He got his new bike last month, an early birthday gift from his local grandparents, and he has taken to it much better than the last one. He went out for a ride here with Grandma last weekend and HRH said he was flying along. He’s finally clued in to the fact that speed helps you balance on a bike. Now of course he needs to slow down a bit to work on the finesse and subtle parts of balancing, but it looks like he’s well on his way. We passed three of the kids who are on his school bus this morning, riding their bikes to school instead of bussing, so that little seed has been planted in his head. It would be great if we could walk/bike the kilometer to the new school next year on nice days instead of driving every day.

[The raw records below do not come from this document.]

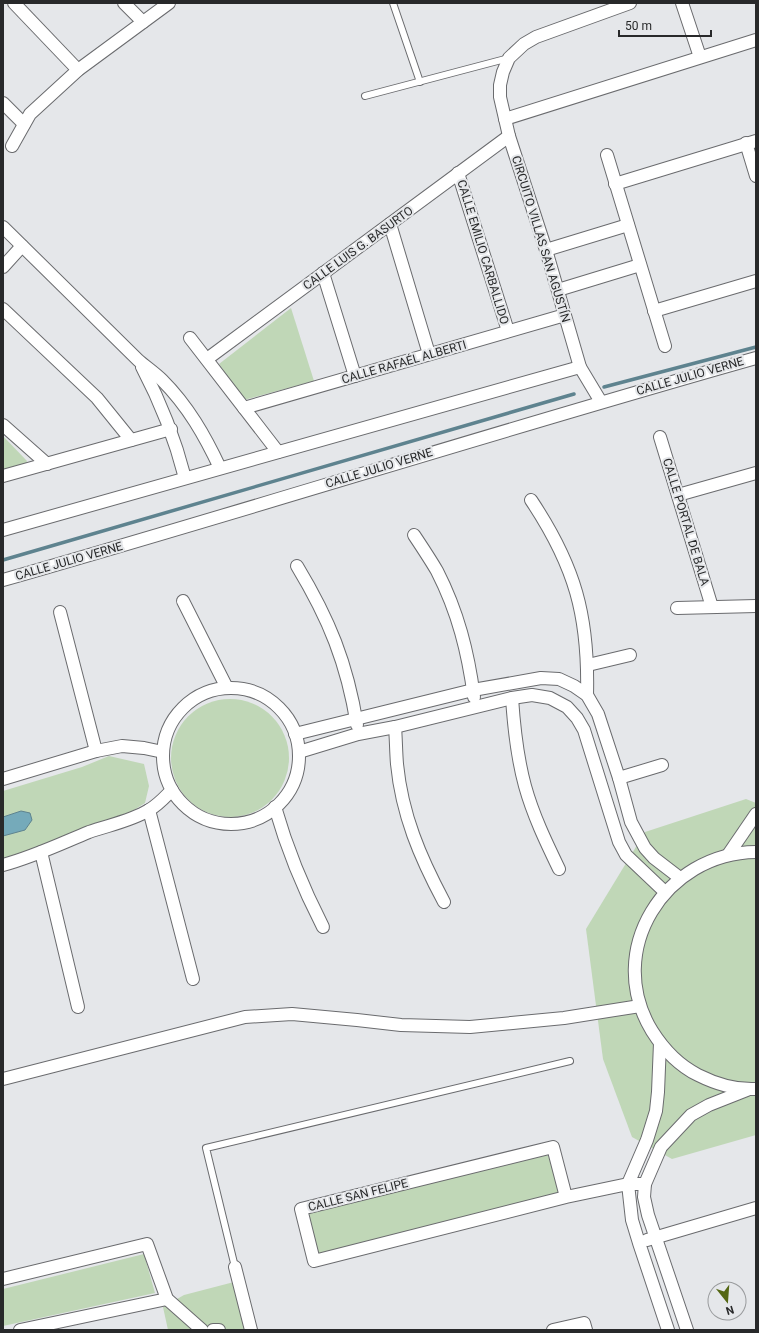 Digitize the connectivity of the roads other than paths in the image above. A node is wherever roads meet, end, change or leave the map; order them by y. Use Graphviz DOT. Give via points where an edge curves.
graph roads {
  1 [pos="14,3"];
  2 [pos="124,3"];
  3 [pos="169,3"];
  4 [pos="393,3"];
  5 [pos="630,3"];
  6 [pos="682,3"];
  7 [pos="143,22"];
  8 [pos="756,40"];
  9 [pos="700,57"];
  10 [pos="509,58"];
  11 [pos="78,70"];
  12 [pos="420,82"];
  13 [pos="365,96"];
  14 [pos="3,104"];
  15 [pos="505,118"];
  16 [pos="24,124"];
  17 [pos="509,136"];
  18 [pos="751,142"];
  19 [pos="12,146"];
  20 [pos="607,155"];
  21 [pos="458,173"];
  22 [pos="756,176"];
  23 [pos="616,184"];
  24 [pos="390,224"];
  25 [pos="628,225"];
  26 [pos="3,227"];
  27 [pos="22,246"];
  28 [pos="546,250"];
  29 [pos="640,265"];
  30 [pos="3,267"];
  31 [pos="323,273"];
  32 [pos="756,281"];
  33 [pos="558,290"];
  34 [pos="3,309"];
  35 [pos="654,311"];
  36 [pos="565,315"];
  37 [pos="508,332"];
  38 [pos="190,338"];
  39 [pos="665,346"];
  40 [pos="429,354"];
  41 [pos="756,358"];
  42 [pos="138,360"];
  43 [pos="206,360"];
  44 [pos="580,367"];
  45 [pos="355,376"];
  46 [pos="601,402"];
  47 [pos="244,408"];
  48 [pos="3,425"];
  49 [pos="171,429"];
  50 [pos="660,437"];
  51 [pos="131,440"];
  52 [pos="278,452"];
  53 [pos="47,464"];
  54 [pos="220,468"];
  55 [pos="756,474"];
  56 [pos="3,476"];
  57 [pos="185,478"];
  58 [pos="678,495"];
  59 [pos="531,500"];
  60 [pos="3,530"];
  61 [pos="414,535"];
  62 [pos="297,566"];
  63 [pos="3,580"];
  64 [pos="183,601"];
  65 [pos="712,606"];
  66 [pos="756,606"];
  67 [pos="677,608"];
  68 [pos="60,612"];
  69 [pos="630,655"];
  70 [pos="588,665"];
  71 [pos="227,688"];
  72 [pos="473,690"];
  73 [pos="587,695"];
  74 [pos="512,698"];
  75 [pos="475,707"];
  76 [pos="356,718"];
  77 [pos="395,727"];
  78 [pos="295,734"];
  79 [pos="358,734"];
  80 [pos="96,751"];
  81 [pos="163,752"];
  82 [pos="299,752"];
  83 [pos="662,764"];
  84 [pos="619,778"];
  85 [pos="3,779"];
  86 [pos="172,790"];
  87 [pos="275,807"];
  88 [pos="149,810"];
  89 [pos="756,814"];
  90 [pos="41,852"];
  91 [pos="756,852"];
  92 [pos="728,855"];
  93 [pos="3,865"];
  94 [pos="559,869"];
  95 [pos="680,878"];
  96 [pos="665,892"];
  97 [pos="444,902"];
  98 [pos="323,927"];
  99 [pos="193,979"];
  100 [pos="640,1006"];
  101 [pos="78,1007"];
  102 [pos="660,1043"];
  103 [pos="570,1060"];
  104 [pos="3,1079"];
  105 [pos="752,1089"];
  106 [pos="647,1140"];
  107 [pos="661,1147"];
  108 [pos="628,1184"];
  109 [pos="645,1184"];
  110 [pos="566,1197"];
  111 [pos="756,1208"];
  112 [pos="655,1238"];
  113 [pos="639,1243"];
  114 [pos="235,1267"];
  115 [pos="3,1279"];
  116 [pos="167,1299"];
  117 [pos="20,1330"];
  118 [pos="202,1330"];
  119 [pos="213,1330"];
  120 [pos="220,1330"];
  121 [pos="251,1330"];
  122 [pos="553,1330"];
  123 [pos="586,1330"];
  124 [pos="668,1330"];
  125 [pos="687,1330"];
  1 -- 11 [label="street"];
  2 -- 7 [label="street"];
  3 -- 7 [label="street"];
  4 -- 12 [label="lane"];
  5 -- 10 [label="street" via="536,37"];
  6 -- 9 [label="street"];
  7 -- 11 [label="street"];
  8 -- 9 [label="street"];
  9 -- 15 [label="street"];
  10 -- 12 [label="lane"];
  10 -- 15 [label="street, CIRCUITO VILLAS SAN AGUSTÍN" via="500,85"];
  11 -- 16 [label="street" via="30,114"];
  12 -- 13 [label="lane"];
  14 -- 16 [label="street"];
  15 -- 17 [label="street, CIRCUITO VILLAS SAN AGUSTÍN"];
  16 -- 19 [label="street"];
  17 -- 21 [label="street, CALLE LUIS G. BASURTO"];
  17 -- 28 [label="street, CIRCUITO VILLAS SAN AGUSTÍN"];
  18 -- 22 [label="street"];
  18 -- 23 [label="street"];
  20 -- 23 [label="street"];
  21 -- 24 [label="street, CALLE LUIS G. BASURTO"];
  21 -- 37 [label="street, CALLE EMILIO CARBALLIDO"];
  23 -- 25 [label="street"];
  24 -- 31 [label="street, CALLE LUIS G. BASURTO"];
  24 -- 40 [label="street"];
  25 -- 28 [label="street"];
  25 -- 29 [label="street"];
  26 -- 27 [label="street"];
  27 -- 30 [label="street"];
  27 -- 42 [label="street"];
  28 -- 33 [label="street, CIRCUITO VILLAS SAN AGUSTÍN"];
  29 -- 33 [label="street"];
  29 -- 35 [label="street"];
  31 -- 43 [label="street, CALLE LUIS G. BASURTO"];
  31 -- 45 [label="street"];
  32 -- 35 [label="street"];
  33 -- 36 [label="street, CIRCUITO VILLAS SAN AGUSTÍN"];
  34 -- 51 [label="street" via="97,398"];
  35 -- 39 [label="street"];
  36 -- 37 [label="street, CALLE RAFAÉL ALBERTI"];
  36 -- 44 [label="street, CIRCUITO VILLAS SAN AGUSTÍN"];
  37 -- 40 [label="street, CALLE RAFAÉL ALBERTI"];
  38 -- 43 [label="street"];
  40 -- 45 [label="street, CALLE RAFAÉL ALBERTI"];
  41 -- 46 [label="street, CALLE JULIO VERNE"];
  42 -- 49 [label="street"];
  42 -- 54 [label="street" via="180,399 202,432"];
  43 -- 47 [label="street"];
  44 -- 46 [label="street, CIRCUITO VILLAS SAN AGUSTÍN"];
  44 -- 52 [label="street"];
  45 -- 47 [label="street, CALLE RAFAÉL ALBERTI"];
  46 -- 63 [label="street, CALLE JULIO VERNE"];
  47 -- 52 [label="street"];
  48 -- 53 [label="street"];
  49 -- 51 [label="street"];
  49 -- 57 [label="street"];
  50 -- 58 [label="street, CALLE PORTAL DE BALA"];
  51 -- 53 [label="street"];
  52 -- 54 [label="street"];
  53 -- 56 [label="street"];
  54 -- 57 [label="street"];
  55 -- 58 [label="street"];
  57 -- 60 [label="street"];
  58 -- 65 [label="street, CALLE PORTAL DE BALA"];
  59 -- 70 [label="street" via="562,551 572,578 581,607"];
  61 -- 72 [label="street" via="437,571 454,610 466,650"];
  62 -- 76 [label="street" via="314,595 341,655"];
  64 -- 71 [label="street"];
  65 -- 66 [label="street"];
  65 -- 67 [label="street"];
  68 -- 80 [label="street"];
  69 -- 70 [label="street"];
  70 -- 73 [label="street"];
  71 -- 78 [label="street" via="244,689 261,695 276,705 287,718"];
  71 -- 81 [label="street" via="200,695 182,708 172,721"];
  72 -- 73 [label="street" via="541,678 558,679"];
  72 -- 75 [label="street"];
  72 -- 76 [label="street"];
  73 -- 84 [label="street" via="598,714"];
  74 -- 75 [label="street"];
  74 -- 94 [label="street" via="516,742 525,786 539,829"];
  74 -- 96 [label="street" via="532,695 550,698 566,707 577,718 584,730 619,842 626,855"];
  75 -- 77 [label="street"];
  76 -- 78 [label="street"];
  76 -- 79 [label="street"];
  77 -- 79 [label="street"];
  77 -- 97 [label="street" via="398,771 412,836 426,870"];
  78 -- 82 [label="street"];
  79 -- 82 [label="street"];
  80 -- 81 [label="street" via="122,746"];
  80 -- 85 [label="street"];
  81 -- 86 [label="street" via="164,772"];
  82 -- 87 [label="street" via="298,768 293,782 286,796"];
  83 -- 84 [label="street"];
  84 -- 95 [label="street" via="631,822 645,848"];
  86 -- 87 [label="street" via="184,805 201,816 220,822 239,823 258,817"];
  86 -- 88 [label="street"];
  87 -- 98 [label="street" via="295,868"];
  88 -- 90 [label="street"];
  88 -- 99 [label="street"];
  89 -- 92 [label="street"];
  90 -- 93 [label="street"];
  90 -- 101 [label="street"];
  91 -- 92 [label="street"];
  92 -- 95 [label="street" via="703,864"];
  95 -- 96 [label="street"];
  96 -- 100 [label="street" via="647,919 638,943 635,962"];
  100 -- 102 [label="street"];
  100 -- 104 [label="street" via="564,1018 470,1027 401,1025 292,1014 245,1017"];
  102 -- 105 [label="street" via="673,1058 690,1071 727,1086"];
  102 -- 106 [label="street" via="656,1111"];
  103 -- 114 [label="lane" via="206,1148"];
  105 -- 107 [label="street" via="709,1105 692,1115"];
  106 -- 107 [label="street"];
  106 -- 108 [label="street"];
  107 -- 109 [label="street"];
  108 -- 109 [label="street, CALLE SAN FELIPE"];
  108 -- 110 [label="street, CALLE SAN FELIPE"];
  108 -- 113 [label="street" via="632,1220"];
  109 -- 112 [label="street" via="644,1197"];
  110 -- 110 [label="street, CALLE SAN FELIPE" via="314,1261 301,1209 553,1147"];
  111 -- 112 [label="street"];
  112 -- 113 [label="street"];
  112 -- 125 [label="street"];
  113 -- 124 [label="street"];
  114 -- 121 [label="street"];
  115 -- 116 [label="street" via="147,1244"];
  116 -- 117 [label="street"];
  116 -- 118 [label="street"];
  119 -- 120 [label="street"];
  122 -- 123 [label="street" via="584,1323"];
}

The first weekend in May I picked up a toy archery set for him at the dollar store while buying crepe paper streamers to use for the maypole. He asked if I would teach him how to shoot it properly (as properly as suction cup arrows and a plastic bow strung with elastic can be shot), so I got my bow and arrows up out of the storage room and showed him the basic stance and such. (The next-door neighbour was very interested.) He stuck one of my arrows in the ground to serve as a measure for distance, I held back a lot, and we each shot a few times. By the third shot or so he’d clued in to the fact that you have to actually aim above where you want your projectile to land, was actually listening to me when I showed him the way to hold things and stand so that his draw was more efficient, and was getting decent distance for non-aerodynamic arrows. He was terribly excited. And then he asked me to really draw my bow, and I banged an arrow across the yard into the window of the shed. Um, oops. (Both arrow and window survived the ordeal, but it did make a very sharp bang.) He just loved it. The only disappointment for him was that the targets that came on the cardboard backing were too small to use, and that he couldn’t get his arrows anywhere near them. He wouldn’t listen when I told him there was no way even I could hit those targets; they were about six inches across.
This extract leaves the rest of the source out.